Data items
------------------------------------------------

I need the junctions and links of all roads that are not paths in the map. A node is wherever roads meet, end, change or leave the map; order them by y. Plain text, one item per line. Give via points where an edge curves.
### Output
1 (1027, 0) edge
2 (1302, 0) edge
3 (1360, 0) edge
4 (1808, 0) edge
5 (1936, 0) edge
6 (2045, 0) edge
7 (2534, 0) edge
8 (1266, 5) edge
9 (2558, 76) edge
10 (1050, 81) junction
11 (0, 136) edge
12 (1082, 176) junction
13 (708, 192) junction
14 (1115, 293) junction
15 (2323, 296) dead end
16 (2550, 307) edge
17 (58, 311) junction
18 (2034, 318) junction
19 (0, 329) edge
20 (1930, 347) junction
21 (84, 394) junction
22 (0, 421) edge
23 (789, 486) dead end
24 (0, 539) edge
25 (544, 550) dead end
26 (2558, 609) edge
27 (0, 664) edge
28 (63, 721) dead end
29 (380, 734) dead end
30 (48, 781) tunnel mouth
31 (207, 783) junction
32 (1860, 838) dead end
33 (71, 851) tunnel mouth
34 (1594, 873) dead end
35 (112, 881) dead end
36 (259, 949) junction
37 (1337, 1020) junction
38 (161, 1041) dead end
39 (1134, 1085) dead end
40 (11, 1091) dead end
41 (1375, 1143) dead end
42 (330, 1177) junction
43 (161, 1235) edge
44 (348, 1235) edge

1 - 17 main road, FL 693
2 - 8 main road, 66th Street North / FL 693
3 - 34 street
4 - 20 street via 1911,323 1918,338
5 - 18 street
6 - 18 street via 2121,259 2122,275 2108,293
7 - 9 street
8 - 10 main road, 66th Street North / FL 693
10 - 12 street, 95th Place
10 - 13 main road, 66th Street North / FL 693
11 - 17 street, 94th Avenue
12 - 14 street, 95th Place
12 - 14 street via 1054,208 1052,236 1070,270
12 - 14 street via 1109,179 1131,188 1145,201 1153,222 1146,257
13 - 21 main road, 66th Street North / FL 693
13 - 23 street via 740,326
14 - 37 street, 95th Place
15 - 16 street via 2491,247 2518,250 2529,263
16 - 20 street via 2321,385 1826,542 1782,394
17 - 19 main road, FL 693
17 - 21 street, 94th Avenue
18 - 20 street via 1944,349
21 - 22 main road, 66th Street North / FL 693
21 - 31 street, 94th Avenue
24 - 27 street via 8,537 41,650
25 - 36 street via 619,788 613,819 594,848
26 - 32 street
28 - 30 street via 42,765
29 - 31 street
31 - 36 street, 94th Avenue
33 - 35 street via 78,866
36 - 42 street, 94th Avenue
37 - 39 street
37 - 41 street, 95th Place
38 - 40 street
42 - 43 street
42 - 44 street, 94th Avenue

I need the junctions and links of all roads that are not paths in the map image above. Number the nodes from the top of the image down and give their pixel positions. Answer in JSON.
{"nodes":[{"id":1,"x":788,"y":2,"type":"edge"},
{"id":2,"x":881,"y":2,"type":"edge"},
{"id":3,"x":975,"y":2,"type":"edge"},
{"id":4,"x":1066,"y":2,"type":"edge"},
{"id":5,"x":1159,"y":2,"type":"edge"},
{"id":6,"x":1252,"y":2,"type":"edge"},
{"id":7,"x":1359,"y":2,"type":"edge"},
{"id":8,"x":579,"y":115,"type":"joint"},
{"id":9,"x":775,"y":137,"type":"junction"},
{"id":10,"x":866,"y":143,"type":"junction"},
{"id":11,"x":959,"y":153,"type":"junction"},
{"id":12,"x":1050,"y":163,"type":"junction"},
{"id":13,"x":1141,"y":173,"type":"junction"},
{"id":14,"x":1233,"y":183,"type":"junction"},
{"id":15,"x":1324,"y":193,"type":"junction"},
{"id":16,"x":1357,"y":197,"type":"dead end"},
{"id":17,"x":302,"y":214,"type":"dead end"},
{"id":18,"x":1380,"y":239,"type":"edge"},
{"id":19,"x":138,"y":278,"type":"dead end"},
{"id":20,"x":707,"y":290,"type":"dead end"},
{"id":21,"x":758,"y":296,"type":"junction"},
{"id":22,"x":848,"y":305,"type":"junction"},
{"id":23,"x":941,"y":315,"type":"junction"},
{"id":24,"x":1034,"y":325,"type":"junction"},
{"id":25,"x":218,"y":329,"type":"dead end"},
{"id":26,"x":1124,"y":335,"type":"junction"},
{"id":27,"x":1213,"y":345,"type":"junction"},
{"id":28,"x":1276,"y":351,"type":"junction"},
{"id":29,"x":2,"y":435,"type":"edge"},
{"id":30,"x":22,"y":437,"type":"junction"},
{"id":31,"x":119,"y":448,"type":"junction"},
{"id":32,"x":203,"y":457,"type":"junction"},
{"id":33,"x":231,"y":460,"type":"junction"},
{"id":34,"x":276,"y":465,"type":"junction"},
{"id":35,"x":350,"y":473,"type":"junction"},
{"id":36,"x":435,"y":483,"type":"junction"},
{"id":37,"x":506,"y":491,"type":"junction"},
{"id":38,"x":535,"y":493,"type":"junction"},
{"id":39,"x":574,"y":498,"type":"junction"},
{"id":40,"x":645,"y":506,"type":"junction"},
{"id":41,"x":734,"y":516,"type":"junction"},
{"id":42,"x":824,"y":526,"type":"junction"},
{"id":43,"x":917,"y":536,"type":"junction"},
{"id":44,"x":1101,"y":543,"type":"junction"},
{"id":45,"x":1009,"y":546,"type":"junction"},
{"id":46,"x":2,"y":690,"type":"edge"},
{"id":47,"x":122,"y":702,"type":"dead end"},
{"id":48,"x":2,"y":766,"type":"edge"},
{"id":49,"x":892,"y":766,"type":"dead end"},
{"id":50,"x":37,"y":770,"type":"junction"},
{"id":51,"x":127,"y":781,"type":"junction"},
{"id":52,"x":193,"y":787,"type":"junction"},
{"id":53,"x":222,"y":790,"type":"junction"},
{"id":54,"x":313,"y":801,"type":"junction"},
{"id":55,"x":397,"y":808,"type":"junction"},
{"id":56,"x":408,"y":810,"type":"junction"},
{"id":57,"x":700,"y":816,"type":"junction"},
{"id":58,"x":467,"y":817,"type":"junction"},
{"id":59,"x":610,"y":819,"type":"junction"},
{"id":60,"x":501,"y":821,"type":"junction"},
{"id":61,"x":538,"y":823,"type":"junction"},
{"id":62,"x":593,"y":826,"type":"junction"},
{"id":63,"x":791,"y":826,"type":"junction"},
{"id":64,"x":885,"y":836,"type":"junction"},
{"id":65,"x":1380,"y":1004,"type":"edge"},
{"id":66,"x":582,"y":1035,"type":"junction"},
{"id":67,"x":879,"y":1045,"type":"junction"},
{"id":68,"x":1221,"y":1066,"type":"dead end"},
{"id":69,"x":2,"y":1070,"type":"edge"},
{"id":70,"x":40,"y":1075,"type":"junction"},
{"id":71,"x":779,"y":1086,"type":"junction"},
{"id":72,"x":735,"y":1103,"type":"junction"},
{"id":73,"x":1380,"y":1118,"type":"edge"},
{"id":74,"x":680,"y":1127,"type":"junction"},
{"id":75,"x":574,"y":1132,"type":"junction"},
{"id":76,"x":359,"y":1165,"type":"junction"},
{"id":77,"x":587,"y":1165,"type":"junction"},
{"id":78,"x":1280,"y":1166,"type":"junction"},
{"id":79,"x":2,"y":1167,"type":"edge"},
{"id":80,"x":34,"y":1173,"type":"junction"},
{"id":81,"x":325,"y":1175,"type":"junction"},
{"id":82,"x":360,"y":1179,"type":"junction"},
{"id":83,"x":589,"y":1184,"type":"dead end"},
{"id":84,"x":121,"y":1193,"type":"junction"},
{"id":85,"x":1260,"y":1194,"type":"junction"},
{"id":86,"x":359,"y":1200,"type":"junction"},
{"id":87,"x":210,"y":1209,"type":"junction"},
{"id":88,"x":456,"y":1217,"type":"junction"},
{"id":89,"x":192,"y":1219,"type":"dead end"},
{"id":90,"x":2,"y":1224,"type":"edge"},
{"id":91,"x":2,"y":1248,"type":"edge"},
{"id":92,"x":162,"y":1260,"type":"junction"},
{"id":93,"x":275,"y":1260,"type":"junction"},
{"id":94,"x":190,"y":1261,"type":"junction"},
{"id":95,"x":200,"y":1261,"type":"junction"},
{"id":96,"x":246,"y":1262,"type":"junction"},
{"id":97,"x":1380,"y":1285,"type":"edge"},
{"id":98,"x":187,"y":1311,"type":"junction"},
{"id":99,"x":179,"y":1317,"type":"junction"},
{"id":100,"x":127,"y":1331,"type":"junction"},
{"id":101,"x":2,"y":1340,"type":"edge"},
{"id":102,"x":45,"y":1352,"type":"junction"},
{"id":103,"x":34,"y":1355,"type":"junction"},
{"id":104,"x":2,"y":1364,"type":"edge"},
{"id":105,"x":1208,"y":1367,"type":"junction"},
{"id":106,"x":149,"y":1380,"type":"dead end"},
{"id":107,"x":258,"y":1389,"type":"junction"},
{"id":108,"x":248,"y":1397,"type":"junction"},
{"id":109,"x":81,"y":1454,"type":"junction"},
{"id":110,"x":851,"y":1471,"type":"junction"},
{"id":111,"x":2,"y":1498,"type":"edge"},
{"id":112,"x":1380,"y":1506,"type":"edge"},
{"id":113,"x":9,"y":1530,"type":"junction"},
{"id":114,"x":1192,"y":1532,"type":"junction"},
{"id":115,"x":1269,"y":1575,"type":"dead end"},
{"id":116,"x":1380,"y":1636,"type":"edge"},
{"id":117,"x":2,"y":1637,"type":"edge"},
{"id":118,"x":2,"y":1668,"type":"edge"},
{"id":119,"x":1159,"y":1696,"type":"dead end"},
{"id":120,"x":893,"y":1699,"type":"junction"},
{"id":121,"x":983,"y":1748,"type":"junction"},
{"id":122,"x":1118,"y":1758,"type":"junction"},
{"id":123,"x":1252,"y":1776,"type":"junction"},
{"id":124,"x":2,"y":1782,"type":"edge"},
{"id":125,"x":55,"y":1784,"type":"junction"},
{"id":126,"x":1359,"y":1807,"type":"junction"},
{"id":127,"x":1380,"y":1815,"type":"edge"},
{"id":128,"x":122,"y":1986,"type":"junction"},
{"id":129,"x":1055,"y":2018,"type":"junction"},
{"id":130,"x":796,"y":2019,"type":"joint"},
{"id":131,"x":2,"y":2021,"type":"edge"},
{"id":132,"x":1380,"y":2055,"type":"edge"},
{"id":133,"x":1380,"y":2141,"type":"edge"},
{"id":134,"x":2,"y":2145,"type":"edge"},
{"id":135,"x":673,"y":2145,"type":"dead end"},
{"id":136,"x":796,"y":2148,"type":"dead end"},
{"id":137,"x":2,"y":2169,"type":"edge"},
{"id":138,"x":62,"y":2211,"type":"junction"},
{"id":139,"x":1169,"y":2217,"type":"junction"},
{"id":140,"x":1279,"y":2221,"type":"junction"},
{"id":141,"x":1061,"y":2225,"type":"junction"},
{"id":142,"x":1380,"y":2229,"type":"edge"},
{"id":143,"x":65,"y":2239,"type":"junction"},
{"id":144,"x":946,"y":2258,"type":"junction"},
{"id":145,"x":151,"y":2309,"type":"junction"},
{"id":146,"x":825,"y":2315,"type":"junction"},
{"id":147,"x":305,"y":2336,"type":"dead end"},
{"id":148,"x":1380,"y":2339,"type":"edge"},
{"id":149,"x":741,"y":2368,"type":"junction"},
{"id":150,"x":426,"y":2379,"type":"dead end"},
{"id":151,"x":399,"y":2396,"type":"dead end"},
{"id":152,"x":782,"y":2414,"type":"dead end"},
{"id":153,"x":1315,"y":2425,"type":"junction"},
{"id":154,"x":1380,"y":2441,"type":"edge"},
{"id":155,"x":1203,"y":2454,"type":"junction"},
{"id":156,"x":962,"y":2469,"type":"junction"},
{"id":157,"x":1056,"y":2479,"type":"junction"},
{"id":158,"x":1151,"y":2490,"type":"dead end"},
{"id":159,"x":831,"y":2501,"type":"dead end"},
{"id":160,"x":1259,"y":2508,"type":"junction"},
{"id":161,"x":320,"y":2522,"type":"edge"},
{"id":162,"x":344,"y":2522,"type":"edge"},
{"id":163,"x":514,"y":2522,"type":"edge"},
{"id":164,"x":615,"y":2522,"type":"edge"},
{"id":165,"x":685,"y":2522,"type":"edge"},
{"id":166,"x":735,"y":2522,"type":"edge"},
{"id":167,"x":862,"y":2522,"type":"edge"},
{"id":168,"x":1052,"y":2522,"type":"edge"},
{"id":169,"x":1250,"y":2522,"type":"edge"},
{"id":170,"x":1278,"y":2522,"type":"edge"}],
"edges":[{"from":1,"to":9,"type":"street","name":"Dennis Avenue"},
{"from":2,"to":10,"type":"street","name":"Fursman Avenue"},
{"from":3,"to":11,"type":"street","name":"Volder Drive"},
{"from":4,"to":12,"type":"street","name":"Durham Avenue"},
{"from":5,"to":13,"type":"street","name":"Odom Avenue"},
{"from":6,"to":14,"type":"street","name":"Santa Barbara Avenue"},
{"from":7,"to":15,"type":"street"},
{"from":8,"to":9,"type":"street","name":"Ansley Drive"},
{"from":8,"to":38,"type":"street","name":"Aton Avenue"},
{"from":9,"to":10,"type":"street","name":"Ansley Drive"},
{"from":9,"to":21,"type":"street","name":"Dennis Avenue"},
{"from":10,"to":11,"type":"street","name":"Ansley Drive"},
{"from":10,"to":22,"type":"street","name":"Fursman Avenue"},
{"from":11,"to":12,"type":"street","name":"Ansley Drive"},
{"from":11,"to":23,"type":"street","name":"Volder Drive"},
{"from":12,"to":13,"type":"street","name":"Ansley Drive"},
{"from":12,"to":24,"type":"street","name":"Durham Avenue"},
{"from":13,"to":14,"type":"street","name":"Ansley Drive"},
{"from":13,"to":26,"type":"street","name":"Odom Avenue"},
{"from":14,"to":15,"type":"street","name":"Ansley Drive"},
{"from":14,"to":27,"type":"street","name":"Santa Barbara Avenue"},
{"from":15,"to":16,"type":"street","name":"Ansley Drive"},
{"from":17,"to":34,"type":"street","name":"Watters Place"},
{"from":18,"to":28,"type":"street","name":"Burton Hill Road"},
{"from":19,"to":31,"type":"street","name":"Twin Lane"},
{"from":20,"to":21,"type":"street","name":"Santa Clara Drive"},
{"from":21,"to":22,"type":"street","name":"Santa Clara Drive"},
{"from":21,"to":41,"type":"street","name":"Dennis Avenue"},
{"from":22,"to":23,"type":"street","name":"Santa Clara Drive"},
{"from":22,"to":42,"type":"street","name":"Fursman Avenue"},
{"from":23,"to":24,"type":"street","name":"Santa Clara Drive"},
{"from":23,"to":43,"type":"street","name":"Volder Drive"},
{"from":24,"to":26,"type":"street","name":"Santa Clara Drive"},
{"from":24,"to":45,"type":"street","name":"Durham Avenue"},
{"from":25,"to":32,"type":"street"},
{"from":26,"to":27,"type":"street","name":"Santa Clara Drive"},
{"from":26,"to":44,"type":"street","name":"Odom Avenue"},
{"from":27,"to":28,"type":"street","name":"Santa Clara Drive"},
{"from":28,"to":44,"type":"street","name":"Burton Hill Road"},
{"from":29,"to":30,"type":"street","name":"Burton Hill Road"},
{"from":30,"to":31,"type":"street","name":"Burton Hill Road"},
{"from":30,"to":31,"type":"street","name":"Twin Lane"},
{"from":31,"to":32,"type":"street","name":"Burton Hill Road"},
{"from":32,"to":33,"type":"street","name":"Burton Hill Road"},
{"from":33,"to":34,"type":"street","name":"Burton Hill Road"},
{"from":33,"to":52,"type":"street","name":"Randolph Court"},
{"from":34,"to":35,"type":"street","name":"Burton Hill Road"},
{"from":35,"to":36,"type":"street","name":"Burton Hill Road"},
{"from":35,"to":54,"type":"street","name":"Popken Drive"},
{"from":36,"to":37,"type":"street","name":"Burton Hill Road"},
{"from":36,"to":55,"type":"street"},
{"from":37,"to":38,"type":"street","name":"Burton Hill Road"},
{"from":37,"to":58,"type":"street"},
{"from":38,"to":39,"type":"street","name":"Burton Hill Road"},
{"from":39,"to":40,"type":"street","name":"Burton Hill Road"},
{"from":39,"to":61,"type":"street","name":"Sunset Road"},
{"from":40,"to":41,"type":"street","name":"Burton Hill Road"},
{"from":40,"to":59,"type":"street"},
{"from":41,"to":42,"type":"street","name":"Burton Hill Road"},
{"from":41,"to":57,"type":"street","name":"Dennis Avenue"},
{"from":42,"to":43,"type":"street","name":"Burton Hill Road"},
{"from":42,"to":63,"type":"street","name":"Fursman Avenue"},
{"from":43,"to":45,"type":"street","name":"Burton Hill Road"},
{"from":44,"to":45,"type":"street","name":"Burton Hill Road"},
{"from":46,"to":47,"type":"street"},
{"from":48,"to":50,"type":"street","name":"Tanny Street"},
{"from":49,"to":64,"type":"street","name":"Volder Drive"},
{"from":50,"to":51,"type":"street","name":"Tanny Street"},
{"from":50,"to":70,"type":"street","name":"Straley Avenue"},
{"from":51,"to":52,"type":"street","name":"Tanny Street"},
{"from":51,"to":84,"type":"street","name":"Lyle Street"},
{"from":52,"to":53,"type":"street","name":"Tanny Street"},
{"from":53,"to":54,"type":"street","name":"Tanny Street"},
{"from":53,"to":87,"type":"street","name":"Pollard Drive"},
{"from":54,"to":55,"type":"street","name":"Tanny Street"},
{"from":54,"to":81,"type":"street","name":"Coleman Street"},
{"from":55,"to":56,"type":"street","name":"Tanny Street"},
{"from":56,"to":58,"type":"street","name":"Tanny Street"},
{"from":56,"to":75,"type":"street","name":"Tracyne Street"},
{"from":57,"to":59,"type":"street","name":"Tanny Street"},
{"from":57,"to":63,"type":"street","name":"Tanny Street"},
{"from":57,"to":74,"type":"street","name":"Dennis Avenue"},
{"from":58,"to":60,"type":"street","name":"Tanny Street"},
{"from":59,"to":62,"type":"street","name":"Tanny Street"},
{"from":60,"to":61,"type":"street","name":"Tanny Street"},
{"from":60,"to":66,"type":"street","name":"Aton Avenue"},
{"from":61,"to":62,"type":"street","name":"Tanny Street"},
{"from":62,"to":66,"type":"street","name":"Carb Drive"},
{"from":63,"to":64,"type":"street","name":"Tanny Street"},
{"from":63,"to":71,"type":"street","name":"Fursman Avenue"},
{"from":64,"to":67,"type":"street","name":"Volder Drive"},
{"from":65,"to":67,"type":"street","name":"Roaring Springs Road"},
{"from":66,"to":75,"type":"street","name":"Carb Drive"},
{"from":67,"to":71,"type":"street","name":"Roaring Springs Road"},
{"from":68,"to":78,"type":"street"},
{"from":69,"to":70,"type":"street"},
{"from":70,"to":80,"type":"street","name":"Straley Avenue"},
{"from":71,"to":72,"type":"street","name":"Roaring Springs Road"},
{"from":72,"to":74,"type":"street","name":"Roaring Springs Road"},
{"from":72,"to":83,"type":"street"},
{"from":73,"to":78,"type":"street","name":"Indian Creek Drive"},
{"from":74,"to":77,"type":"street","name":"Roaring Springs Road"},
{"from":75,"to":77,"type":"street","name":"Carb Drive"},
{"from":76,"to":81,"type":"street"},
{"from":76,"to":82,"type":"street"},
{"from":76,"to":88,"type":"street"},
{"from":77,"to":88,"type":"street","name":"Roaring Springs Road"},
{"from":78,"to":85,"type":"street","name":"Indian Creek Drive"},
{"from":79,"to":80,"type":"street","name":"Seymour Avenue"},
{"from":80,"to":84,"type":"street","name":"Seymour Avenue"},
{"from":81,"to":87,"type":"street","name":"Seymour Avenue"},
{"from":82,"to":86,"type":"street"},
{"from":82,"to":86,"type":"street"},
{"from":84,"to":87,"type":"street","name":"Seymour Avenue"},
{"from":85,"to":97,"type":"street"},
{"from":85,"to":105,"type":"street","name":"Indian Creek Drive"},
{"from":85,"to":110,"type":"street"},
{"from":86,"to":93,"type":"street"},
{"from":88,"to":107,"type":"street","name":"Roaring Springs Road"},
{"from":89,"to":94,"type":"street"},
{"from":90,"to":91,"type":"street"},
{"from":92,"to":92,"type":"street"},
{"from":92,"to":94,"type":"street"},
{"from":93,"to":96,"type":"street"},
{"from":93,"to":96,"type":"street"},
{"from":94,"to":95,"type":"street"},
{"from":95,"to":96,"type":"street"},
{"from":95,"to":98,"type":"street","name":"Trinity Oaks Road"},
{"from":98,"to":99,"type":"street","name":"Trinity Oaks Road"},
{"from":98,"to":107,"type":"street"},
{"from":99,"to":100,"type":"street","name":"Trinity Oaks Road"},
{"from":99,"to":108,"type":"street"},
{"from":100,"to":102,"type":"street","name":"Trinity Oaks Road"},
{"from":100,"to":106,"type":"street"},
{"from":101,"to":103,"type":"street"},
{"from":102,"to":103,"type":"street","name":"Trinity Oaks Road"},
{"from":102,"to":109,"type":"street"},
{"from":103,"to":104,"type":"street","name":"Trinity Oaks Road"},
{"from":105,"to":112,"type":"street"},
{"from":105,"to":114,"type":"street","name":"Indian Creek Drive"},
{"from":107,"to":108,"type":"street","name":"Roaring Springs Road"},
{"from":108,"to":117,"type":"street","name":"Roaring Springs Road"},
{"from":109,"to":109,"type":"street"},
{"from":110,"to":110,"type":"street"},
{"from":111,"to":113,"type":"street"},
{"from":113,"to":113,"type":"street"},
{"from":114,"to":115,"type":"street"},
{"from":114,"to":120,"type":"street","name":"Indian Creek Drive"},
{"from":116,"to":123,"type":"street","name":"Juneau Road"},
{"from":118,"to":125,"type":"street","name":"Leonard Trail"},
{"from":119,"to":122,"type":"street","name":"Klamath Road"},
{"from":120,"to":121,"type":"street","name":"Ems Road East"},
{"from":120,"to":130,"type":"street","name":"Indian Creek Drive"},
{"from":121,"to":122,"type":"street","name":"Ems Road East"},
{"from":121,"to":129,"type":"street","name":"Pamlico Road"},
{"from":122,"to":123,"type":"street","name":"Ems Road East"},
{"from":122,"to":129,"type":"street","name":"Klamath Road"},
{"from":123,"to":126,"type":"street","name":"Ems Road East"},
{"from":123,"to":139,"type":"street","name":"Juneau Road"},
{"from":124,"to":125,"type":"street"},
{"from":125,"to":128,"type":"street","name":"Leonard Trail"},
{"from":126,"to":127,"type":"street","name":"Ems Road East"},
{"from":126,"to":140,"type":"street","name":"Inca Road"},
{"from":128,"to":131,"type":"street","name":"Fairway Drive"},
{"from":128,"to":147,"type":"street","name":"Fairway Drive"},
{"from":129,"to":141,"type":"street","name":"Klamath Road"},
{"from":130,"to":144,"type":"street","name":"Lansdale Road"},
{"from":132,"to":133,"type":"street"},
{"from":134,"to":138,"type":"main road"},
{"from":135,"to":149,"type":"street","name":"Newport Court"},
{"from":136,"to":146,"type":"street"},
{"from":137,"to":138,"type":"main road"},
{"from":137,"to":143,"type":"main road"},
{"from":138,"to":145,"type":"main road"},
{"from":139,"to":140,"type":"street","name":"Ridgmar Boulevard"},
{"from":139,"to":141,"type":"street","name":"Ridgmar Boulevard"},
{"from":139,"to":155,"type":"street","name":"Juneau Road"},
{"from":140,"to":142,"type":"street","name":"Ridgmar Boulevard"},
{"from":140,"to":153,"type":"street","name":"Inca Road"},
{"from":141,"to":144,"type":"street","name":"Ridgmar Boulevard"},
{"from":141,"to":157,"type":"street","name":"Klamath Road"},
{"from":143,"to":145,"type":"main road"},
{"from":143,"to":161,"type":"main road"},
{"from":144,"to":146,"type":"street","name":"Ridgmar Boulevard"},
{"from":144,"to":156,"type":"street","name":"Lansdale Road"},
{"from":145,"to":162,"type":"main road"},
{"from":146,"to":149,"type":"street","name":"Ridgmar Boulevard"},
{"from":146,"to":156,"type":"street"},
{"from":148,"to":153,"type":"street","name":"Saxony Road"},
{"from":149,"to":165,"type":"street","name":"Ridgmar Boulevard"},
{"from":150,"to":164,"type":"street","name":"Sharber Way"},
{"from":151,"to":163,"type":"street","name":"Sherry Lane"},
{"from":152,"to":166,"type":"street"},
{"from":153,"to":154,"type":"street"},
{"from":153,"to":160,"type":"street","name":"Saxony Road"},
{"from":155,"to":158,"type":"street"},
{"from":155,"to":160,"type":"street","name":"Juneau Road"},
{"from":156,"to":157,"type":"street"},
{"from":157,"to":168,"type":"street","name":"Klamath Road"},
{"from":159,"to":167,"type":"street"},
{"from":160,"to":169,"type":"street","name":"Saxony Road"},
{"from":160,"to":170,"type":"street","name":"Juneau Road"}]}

------------------------------------------------

■ To do: Which lines above include the word "Twin"? Show each one.

■ Response to the task:
{"from":19,"to":31,"type":"street","name":"Twin Lane"},
{"from":30,"to":31,"type":"street","name":"Twin Lane"},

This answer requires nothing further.